Foodstuffs: The Riddle of Griddle in the Middle

Sean Hurley
The sign out front doesn't tell you about the pancake chef inside - you.

First time visitors to the Griddle in the Middle Pancake House in Meredith often come up short at the door.  Some can’t handle it – some turn around and leave. Not NHPR’s Sean Hurley.  He marched inside, sat right down and - after a little work - ate breakfast.

The sign out front doesn’t offer any clues.  It just says Griddle in the Middle.  It looks like a completely normal breakfast place. Until you step inside…”You can see it in the person's face,” owner Kyle Goren says, “They're like "oh what am I getting myself into?"

Credit Sean Hurley
There are 14 tables in the restaurant - each with a griddle.

Goren seats me at a table and gives me a rundown of the pancake and omelet toppings currently available. “Applesauce, sliced bananas, chocolate chips,” he begins. “Nutella, sprinkles, ice cream, fresh raspberries, blueberries, peanut butter chips, fresh sliced strawberries, even whoppers. And some kids love the Skittles. I don't know how. But they do.”

There are 14 tables at the restaurant – each with a hot griddle right in the middle.  “I made them myself with my father,” Goren says.  

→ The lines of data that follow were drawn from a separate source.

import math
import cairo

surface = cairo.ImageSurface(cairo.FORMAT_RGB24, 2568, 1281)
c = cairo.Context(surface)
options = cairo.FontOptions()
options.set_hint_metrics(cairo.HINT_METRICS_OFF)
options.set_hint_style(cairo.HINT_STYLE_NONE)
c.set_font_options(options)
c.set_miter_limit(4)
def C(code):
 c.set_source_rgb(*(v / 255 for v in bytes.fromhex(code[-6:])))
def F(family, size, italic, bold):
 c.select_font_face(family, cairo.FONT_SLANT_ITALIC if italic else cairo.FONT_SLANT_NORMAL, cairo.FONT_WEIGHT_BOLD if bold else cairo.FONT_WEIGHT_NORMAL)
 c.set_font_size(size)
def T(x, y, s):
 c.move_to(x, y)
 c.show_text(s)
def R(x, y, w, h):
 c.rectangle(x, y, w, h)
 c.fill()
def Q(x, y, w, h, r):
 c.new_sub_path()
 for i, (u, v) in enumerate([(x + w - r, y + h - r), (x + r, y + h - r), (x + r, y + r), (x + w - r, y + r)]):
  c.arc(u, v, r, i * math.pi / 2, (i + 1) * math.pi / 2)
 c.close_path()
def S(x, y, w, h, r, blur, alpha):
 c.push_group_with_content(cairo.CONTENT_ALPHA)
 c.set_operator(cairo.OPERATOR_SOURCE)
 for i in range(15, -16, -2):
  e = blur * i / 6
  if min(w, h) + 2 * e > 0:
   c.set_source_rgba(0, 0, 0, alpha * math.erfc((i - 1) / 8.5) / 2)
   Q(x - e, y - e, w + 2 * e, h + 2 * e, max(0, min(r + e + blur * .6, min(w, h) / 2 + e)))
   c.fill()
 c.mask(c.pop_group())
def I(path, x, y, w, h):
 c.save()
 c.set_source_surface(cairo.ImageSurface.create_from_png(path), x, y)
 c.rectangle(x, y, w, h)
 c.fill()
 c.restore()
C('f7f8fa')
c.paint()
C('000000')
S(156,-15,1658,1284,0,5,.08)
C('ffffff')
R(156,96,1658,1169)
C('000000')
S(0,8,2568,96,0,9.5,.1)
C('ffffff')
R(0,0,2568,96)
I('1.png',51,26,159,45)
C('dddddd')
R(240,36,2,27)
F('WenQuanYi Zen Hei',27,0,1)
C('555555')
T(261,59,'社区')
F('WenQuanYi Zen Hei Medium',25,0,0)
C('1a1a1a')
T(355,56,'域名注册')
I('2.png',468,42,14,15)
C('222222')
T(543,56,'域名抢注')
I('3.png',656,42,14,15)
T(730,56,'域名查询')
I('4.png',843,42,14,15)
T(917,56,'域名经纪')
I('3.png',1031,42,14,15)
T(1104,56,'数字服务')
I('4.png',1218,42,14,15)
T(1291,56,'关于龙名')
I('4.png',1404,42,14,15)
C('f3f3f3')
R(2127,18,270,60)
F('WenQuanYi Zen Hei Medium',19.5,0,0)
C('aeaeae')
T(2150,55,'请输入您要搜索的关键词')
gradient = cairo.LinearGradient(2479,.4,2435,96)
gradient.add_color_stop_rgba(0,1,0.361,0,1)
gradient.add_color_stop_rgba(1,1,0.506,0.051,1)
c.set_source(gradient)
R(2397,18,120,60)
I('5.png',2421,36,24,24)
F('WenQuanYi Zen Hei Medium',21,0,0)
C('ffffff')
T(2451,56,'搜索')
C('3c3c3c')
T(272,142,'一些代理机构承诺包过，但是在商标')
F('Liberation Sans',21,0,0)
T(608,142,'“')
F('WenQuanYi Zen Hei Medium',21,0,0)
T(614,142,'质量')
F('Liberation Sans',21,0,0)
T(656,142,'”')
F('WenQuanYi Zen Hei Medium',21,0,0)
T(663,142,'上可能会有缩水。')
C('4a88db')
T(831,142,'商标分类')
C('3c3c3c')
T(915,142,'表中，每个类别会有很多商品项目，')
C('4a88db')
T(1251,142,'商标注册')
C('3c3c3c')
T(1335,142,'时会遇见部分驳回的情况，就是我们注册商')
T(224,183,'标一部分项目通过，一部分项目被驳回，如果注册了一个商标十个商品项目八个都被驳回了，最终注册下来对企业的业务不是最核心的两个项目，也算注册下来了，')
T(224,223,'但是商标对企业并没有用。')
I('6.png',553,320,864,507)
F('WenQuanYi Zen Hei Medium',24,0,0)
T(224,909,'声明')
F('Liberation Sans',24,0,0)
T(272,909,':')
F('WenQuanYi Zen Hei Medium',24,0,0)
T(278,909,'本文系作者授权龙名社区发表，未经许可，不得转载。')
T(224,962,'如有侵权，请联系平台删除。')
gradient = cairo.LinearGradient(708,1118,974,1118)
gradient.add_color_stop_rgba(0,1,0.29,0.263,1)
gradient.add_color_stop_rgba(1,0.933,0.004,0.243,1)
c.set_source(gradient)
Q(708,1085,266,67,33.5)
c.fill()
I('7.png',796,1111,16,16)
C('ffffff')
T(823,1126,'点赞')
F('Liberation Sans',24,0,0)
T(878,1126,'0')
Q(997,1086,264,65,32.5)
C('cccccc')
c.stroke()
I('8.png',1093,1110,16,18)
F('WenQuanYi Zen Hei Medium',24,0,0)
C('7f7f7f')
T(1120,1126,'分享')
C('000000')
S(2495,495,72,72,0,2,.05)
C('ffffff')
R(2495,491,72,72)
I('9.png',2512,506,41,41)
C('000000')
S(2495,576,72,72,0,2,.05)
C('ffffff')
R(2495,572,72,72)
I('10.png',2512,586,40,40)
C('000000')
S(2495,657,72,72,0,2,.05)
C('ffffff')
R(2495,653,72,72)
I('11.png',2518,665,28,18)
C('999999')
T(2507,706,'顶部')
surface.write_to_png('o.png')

But it’s that griddle in the middle of the table – and what it means – that stops some breakfast seekers at the door. But most people who come here, Kyle Goren says, have a good time. “90 percent of the time they leave here with the biggest grin on their face when they start flipping pancakes and making what they want to have for breakfast,” Goren says.  

One review on Yelp speaks for that 10 per cent that just don’t get it. “Awful,” the review begins. “You have to cook your own breakfast.  If I wanted to do that I would have stayed home.”

Credit Sean Hurley
MJ McCormick (left) with Kyle and Barbara Goren.

MJ McCormick from Cornwall Connecticut has been coming here since the place opened five years ago. “I have four children and they've all come here and do griddle in the middle. And now my grandchildren come and do griddle in the middle,” McCormick says. “They think it’s an experimentation. They can put whatever they want in their pancake and they can do it themselves.”

The first thing you do after ordering eggs, bacon, sausage, pancakes…the skittles…is spray your griddle down.  When the batter or cracked fresh eggs arrive, you pour them out onto the griddle, adding skittles or whoppers or blueberries - and then you sit and wait.

Credit Sean Hurley
Blueberry pancakes...

McCormick says even her 3 year old grandson now knows when a pancake is ready to be flipped. “They have now learned,” she says, “OK when the pancakes start to bubble, when there's a good amount of bubbles, that's the time that you want to flip it.”

And if you’re confused, if you can’t handle the griddle in the middle, Kyle Goren says don’t worry. “We work with you,” he says, “we'll help you make an omelet and we'll help teach you to make pancakes.”

But ask Kyle Goren how he makes their special brand of dark and chocolatey syrup and he remains silent. “That's the secret recipe,” he says. “My father came up with it. It’s a family recipe.”

Credit Sean Hurley
Pancakes with the secret recipe syrup and bacon warming on the griddle.

As I leave I suggest they put a wooden statue of a barred owl out front - have that owl’s distinctive call play out in an endless loop  as a kind of warning – who cooks for you? Who cooks for you?

At Griddle in the Middle, you cook for you. 

Sean Hurley lives in Thornton with his wife Lois and his son Sam. An award-winning playwright and radio journalist, his fictional “Atoms, Motion & the Void” podcast has aired nationally on NPR and Sirius & XM Satellite radio. When he isn't writing stories or performing on stage, he likes to run in the White Mountains. He can be reached at shurley@nhpr.org.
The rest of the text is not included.